Stored data entries
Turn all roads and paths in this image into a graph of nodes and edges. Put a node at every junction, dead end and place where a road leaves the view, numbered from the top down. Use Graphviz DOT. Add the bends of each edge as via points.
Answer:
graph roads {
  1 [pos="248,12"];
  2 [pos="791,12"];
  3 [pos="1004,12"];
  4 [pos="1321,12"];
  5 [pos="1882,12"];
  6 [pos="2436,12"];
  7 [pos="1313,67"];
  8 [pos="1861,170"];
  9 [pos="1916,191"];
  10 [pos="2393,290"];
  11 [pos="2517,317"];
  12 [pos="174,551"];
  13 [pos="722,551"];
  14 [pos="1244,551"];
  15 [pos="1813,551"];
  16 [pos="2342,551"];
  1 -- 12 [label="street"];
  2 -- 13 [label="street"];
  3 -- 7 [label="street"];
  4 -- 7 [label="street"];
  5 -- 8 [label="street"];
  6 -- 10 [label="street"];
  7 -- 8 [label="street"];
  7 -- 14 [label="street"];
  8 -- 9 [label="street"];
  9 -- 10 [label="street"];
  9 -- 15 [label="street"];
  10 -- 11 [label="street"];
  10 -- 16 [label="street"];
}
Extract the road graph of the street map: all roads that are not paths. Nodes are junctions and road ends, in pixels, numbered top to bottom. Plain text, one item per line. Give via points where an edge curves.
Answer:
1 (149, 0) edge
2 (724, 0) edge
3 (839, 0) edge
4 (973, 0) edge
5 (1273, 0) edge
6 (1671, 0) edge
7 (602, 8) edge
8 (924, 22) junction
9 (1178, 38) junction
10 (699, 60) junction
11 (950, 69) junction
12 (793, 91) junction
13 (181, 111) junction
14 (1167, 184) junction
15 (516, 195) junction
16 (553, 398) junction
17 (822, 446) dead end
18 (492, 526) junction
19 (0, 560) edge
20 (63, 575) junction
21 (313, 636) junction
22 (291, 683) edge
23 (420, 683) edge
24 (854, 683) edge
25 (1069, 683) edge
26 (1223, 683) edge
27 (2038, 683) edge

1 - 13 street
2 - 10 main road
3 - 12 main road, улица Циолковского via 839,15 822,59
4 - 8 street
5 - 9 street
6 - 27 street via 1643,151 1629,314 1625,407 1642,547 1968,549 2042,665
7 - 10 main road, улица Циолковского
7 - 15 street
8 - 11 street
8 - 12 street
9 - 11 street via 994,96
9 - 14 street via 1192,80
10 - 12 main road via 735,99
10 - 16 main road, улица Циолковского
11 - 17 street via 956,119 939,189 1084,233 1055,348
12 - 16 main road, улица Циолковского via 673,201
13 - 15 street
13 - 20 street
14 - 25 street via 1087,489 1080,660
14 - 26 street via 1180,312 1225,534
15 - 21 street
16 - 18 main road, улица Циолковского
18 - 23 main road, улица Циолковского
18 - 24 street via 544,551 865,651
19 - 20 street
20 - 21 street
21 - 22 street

» **WHAT IS REQUIRED**: What is needed is an exact copy of all the entries.

» **RESULT OF THE TASK**:
Turn all roads and paths in this image into a graph of nodes and edges. Put a node at every junction, dead end and place where a road leaves the view, numbered from the top down. Use Graphviz DOT. Add the bends of each edge as via points.
Answer:
graph roads {
  1 [pos="248,12"];
  2 [pos="791,12"];
  3 [pos="1004,12"];
  4 [pos="1321,12"];
  5 [pos="1882,12"];
  6 [pos="2436,12"];
  7 [pos="1313,67"];
  8 [pos="1861,170"];
  9 [pos="1916,191"];
  10 [pos="2393,290"];
  11 [pos="2517,317"];
  12 [pos="174,551"];
  13 [pos="722,551"];
  14 [pos="1244,551"];
  15 [pos="1813,551"];
  16 [pos="2342,551"];
  1 -- 12 [label="street"];
  2 -- 13 [label="street"];
  3 -- 7 [label="street"];
  4 -- 7 [label="street"];
  5 -- 8 [label="street"];
  6 -- 10 [label="street"];
  7 -- 8 [label="street"];
  7 -- 14 [label="street"];
  8 -- 9 [label="street"];
  9 -- 10 [label="street"];
  9 -- 15 [label="street"];
  10 -- 11 [label="street"];
  10 -- 16 [label="street"];
}
Extract the road graph of the street map: all roads that are not paths. Nodes are junctions and road ends, in pixels, numbered top to bottom. Plain text, one item per line. Give via points where an edge curves.
Answer:
1 (149, 0) edge
2 (724, 0) edge
3 (839, 0) edge
4 (973, 0) edge
5 (1273, 0) edge
6 (1671, 0) edge
7 (602, 8) edge
8 (924, 22) junction
9 (1178, 38) junction
10 (699, 60) junction
11 (950, 69) junction
12 (793, 91) junction
13 (181, 111) junction
14 (1167, 184) junction
15 (516, 195) junction
16 (553, 398) junction
17 (822, 446) dead end
18 (492, 526) junction
19 (0, 560) edge
20 (63, 575) junction
21 (313, 636) junction
22 (291, 683) edge
23 (420, 683) edge
24 (854, 683) edge
25 (1069, 683) edge
26 (1223, 683) edge
27 (2038, 683) edge

1 - 13 street
2 - 10 main road
3 - 12 main road, улица Циолковского via 839,15 822,59
4 - 8 street
5 - 9 street
6 - 27 street via 1643,151 1629,314 1625,407 1642,547 1968,549 2042,665
7 - 10 main road, улица Циолковского
7 - 15 street
8 - 11 street
8 - 12 street
9 - 11 street via 994,96
9 - 14 street via 1192,80
10 - 12 main road via 735,99
10 - 16 main road, улица Циолковского
11 - 17 street via 956,119 939,189 1084,233 1055,348
12 - 16 main road, улица Циолковского via 673,201
13 - 15 street
13 - 20 street
14 - 25 street via 1087,489 1080,660
14 - 26 street via 1180,312 1225,534
15 - 21 street
16 - 18 main road, улица Циолковского
18 - 23 main road, улица Циолковского
18 - 24 street via 544,551 865,651
19 - 20 street
20 - 21 street
21 - 22 street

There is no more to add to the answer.